2

Suppose I have a CLI and would like to construct a slice from the CLI, where the CLI user just inputs a range string.

r = '1:4:2'
axis = '2'

And I have a way of slicing this as follows:

arr = np.zeros((10,10,10))

sliced_arr = eval("arr["+','.join([':',':',r])+"]")

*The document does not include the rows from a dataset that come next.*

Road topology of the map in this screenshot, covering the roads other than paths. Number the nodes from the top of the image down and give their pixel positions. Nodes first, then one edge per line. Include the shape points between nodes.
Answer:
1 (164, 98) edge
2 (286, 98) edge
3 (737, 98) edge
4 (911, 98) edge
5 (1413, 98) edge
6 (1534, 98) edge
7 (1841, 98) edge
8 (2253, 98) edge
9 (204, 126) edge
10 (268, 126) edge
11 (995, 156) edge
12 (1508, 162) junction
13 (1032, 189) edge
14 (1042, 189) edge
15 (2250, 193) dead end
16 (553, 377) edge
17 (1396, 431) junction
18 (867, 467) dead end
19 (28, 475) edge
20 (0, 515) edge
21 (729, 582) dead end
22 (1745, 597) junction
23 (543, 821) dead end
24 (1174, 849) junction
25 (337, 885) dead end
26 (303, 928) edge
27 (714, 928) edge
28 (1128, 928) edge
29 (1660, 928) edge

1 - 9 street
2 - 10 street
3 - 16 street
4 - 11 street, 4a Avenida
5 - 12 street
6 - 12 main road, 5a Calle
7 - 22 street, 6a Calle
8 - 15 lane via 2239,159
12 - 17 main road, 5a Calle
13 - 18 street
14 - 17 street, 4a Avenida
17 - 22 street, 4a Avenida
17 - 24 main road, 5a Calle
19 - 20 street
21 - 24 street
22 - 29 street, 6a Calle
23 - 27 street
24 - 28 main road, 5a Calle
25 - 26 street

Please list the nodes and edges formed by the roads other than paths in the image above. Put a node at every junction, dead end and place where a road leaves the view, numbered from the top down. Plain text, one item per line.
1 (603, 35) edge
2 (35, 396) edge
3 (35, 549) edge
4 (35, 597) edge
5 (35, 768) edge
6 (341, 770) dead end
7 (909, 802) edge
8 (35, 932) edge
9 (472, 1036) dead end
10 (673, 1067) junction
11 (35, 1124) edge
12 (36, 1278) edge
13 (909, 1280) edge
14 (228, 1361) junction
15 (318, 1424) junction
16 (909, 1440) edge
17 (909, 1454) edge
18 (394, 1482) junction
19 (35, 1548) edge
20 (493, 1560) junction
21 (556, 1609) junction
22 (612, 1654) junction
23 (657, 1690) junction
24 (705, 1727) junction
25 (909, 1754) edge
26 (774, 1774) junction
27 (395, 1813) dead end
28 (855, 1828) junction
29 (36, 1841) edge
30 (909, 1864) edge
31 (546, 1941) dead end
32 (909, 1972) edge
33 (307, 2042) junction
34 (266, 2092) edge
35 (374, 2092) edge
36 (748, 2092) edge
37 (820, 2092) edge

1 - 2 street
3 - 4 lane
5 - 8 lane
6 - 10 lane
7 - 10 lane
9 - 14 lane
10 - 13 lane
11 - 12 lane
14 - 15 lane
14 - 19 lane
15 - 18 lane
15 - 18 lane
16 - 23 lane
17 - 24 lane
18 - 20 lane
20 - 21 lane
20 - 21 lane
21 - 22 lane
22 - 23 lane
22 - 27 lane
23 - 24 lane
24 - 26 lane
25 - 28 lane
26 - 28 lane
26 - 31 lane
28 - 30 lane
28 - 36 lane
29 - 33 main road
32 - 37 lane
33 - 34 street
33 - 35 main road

Question: is there a better way to do this?

3
  • Yes. Not using eval is just about always better. Commented Dec 5, 2019 at 17:05
  • is axis ever (meant to be) used? Commented Dec 5, 2019 at 17:09
  • @norok2 yeah, in my full code it is used. I didn't bother because this is the minimal representation. It just is there to imply that it is part of a bigger function. Commented Dec 5, 2019 at 23:08

3 Answers 3

2

Here's one using r and axis as input arguments -

indexer = [slice(None)]*arr.ndim
indexer[int(axis)] = slice(*map(int,r.split(':')))
out = arr[tuple(indexer)]

Generalizing to handle to any generic indexing string notation in r, it would be -

ax = int(axis)
indexer = [slice(None)]*arr.ndim
o = np.array([0,arr.shape[ax],1])
v = np.array(r.split(':'))
v = np.r_[v,['']*(len(o)-len(v))]
indexer[ax] = slice(*np.where(v=='',o,v).astype(int))
out = arr[tuple(indexer)]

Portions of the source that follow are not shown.